Cheney Defends the Indefensible in New Book

Former Vice President Dick Cheney’s memoir “In My Time” was released today (just a week from the tenth anniversary of 9/11), and he’s been out promoting it, on Dateline last night and The Today Show this morning. As you might expect, Cheney is doing his best to justify the terrible, and sometimes illegal things the Bush administration did in the name of fighting terrorism. But the facts just don’t add up. Cheney vociferously defends the use of “harsh” or “enhanced” interrogation, saying on The Today Show, “I was a big advocate of pursuing controversial policies in order to keep the country safe.” Substitute the phrase “illegal, ineffective and un-American” for “controversial” and you get a little closer to the truth. To be clear, the interrogation techniques Cheney is defending include forms of torture outlawed under both U.S. and international law.
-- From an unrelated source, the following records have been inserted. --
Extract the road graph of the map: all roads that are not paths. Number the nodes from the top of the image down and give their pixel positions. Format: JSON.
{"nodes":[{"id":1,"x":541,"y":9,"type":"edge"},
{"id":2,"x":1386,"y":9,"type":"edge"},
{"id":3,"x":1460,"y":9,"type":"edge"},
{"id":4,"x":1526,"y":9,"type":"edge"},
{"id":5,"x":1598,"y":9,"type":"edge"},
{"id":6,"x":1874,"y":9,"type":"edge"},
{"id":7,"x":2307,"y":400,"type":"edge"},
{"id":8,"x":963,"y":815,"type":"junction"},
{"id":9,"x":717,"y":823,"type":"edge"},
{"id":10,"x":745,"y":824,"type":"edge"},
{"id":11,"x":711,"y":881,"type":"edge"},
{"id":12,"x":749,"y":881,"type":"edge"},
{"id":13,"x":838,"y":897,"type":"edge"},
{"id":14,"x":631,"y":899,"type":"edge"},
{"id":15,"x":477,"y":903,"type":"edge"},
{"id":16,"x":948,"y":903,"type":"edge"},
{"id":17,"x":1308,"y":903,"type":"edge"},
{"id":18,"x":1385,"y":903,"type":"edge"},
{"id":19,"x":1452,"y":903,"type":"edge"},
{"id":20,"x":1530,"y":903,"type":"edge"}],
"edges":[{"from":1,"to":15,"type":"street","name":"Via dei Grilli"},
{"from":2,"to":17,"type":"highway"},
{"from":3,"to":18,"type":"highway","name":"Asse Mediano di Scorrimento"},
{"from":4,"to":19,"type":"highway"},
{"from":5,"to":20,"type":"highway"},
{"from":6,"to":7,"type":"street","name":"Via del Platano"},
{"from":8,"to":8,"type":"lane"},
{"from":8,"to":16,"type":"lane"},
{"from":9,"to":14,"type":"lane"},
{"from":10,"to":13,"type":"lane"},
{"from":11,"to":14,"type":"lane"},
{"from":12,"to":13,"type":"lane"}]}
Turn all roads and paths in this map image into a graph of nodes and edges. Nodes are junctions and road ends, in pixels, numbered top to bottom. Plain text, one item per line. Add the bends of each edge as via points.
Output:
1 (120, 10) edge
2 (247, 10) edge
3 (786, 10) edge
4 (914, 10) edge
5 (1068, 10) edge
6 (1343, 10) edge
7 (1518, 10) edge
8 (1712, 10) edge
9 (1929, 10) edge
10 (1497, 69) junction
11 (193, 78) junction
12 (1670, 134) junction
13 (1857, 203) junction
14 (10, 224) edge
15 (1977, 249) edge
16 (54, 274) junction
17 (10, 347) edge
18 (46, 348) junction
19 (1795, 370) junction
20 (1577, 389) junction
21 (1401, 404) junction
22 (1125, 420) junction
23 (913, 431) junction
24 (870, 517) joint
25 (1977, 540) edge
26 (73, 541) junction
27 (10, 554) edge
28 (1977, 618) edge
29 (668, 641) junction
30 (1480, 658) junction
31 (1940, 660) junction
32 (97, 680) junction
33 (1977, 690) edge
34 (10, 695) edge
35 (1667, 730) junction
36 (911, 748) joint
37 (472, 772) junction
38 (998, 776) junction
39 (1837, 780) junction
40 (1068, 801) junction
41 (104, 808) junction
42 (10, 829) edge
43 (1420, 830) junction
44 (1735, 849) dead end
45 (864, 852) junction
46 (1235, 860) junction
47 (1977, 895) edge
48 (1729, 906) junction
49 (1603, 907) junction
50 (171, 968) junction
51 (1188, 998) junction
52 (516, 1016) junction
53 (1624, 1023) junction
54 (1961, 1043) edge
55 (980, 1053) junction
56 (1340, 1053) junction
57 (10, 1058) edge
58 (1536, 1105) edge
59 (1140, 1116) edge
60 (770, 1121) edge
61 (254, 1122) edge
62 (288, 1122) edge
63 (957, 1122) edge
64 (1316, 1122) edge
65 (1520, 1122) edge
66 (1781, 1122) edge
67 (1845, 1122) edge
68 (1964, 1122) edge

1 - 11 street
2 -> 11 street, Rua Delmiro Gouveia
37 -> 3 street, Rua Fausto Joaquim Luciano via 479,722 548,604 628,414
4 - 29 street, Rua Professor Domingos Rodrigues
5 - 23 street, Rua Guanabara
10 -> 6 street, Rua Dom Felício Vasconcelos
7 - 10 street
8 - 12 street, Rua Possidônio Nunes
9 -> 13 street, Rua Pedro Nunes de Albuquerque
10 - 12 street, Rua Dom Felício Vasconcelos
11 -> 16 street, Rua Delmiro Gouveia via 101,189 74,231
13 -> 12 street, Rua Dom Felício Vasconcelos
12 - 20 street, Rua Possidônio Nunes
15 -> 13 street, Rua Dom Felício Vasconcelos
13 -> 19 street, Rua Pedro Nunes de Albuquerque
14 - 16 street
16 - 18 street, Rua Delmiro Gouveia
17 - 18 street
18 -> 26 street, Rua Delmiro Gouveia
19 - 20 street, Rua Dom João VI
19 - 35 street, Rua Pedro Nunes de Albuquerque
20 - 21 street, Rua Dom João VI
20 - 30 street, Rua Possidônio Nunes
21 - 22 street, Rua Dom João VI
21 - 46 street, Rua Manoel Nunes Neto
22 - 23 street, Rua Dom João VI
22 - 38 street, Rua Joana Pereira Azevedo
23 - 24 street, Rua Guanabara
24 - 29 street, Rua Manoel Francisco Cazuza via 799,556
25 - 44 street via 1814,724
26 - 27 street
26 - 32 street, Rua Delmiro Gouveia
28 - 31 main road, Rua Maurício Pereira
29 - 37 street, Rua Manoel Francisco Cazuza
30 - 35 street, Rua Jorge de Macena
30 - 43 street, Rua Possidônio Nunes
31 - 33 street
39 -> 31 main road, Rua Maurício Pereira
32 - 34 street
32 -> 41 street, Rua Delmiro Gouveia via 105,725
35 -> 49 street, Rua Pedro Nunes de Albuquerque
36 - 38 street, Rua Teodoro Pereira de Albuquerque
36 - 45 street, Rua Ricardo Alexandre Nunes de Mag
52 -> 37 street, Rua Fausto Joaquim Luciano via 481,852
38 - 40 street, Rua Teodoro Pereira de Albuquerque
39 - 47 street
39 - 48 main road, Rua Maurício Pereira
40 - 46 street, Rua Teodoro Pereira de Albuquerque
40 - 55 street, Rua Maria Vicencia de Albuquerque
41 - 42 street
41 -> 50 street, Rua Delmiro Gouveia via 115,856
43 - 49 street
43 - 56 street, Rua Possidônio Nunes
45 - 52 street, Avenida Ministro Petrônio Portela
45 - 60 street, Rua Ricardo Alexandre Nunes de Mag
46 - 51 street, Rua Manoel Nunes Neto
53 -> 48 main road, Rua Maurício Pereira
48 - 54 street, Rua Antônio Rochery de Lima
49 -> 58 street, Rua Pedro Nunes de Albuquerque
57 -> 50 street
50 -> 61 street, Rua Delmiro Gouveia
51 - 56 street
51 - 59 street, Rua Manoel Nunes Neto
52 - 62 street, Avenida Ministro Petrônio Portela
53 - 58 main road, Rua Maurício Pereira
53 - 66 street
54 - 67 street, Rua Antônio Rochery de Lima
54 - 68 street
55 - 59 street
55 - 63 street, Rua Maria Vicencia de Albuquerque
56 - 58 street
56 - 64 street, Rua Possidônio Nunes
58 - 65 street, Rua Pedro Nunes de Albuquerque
Not only are they illegal, but the techniques (including waterboarding) Cheney advocates are ineffective according to professional interrogators, including those whose work led to Saddam Hussein and Abu Musab al Zarqawi, the leader of al Qaeda in Iraq. General David Petraeus opposes torture, saying over and over that we need to live our values as Americans, and noting that the evidence of these abuses are “nonbiodegradable” in their negative effect on our war effort and in their ability to inspire our enemy. Retired General Charles Krulak, former Commandant of the Marine Corps, opposes torture too:


Cheney claims that terrorist detainees don’t deserve to have the protections that the Geneva Conventions extend to them. But the Supreme Court disagreed in Hamdan v. Rumsfeld, and the Geneva Conventions require humane treatment and fair trials for all detainees, whether they are entitled to Prisoners of War status or not. Cheney also clings to the talking point that those who remained in Guantanamo after the Bush administration were “the worst of the worst.” He made the same claim years before in 2005. But between 2005 and the end of the Bush administration, over 200 more detainees were released. Maybe he should throw another “worst” in there for effect. If these men are so dangerous, let’s put them on trial and bring them to justice. Speaking of which, our U.S. federal court system also gets the Cheney revision treatment, being deemed “not suited for the trial of enemy combatants,” when compared to the military commissions at Guantanamo. According to Cheney, federal courts “couldn’t provide the safeguards in terms of security or protection of classified information that a military commission could.” In fact, federal courts have convicted over 400 people in terrorism-related cases since 9/11 (compared to six in military commissions), and none of those federal courts have faced any retaliatory attack. And the “protection of classified information” in military commissions that Cheney lauds is actually based on the robust set of rules in federal courts. Cheney is wrong a lot in “In My Time.” He is wrong when he says that American values were not sacrificed in the war on terror. Under Cheney’s watch, we have tortured detainees, we have imprisoned thousands without due process, we have forced some prisoners through a system of military trials that mocks justice. He is also wrong when he claims that these policies made us safer. From inspiring violence to delaying interrogations to tarnishing America’s image as a beacon of human rights, the fact is that the policies Cheney defends in “In My Time” are indefensible.